## Exercise brief
The result should consist solely of the line containing "thumb tip: (455, 285)" and the lines that follow it below, each reproduced exactly, the last line included.

....

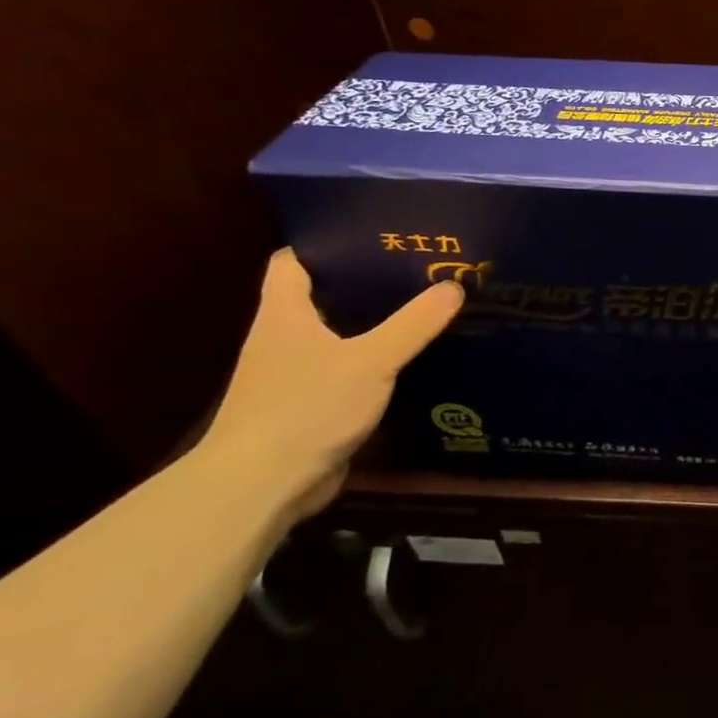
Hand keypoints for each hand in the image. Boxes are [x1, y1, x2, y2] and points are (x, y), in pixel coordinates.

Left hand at [197, 249, 463, 520]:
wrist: (262, 485)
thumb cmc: (306, 407)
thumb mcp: (372, 360)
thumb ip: (414, 323)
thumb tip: (455, 285)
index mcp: (284, 315)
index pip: (292, 262)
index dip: (324, 242)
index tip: (371, 233)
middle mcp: (282, 338)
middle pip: (319, 296)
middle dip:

....

## Task solution
thumb tip: (455, 285)
index mcp: (284, 315)
index pip: (292, 262)
index dip: (324, 242)
index tip: (371, 233)
middle mcp: (282, 338)
middle pip: (319, 296)
middle dip:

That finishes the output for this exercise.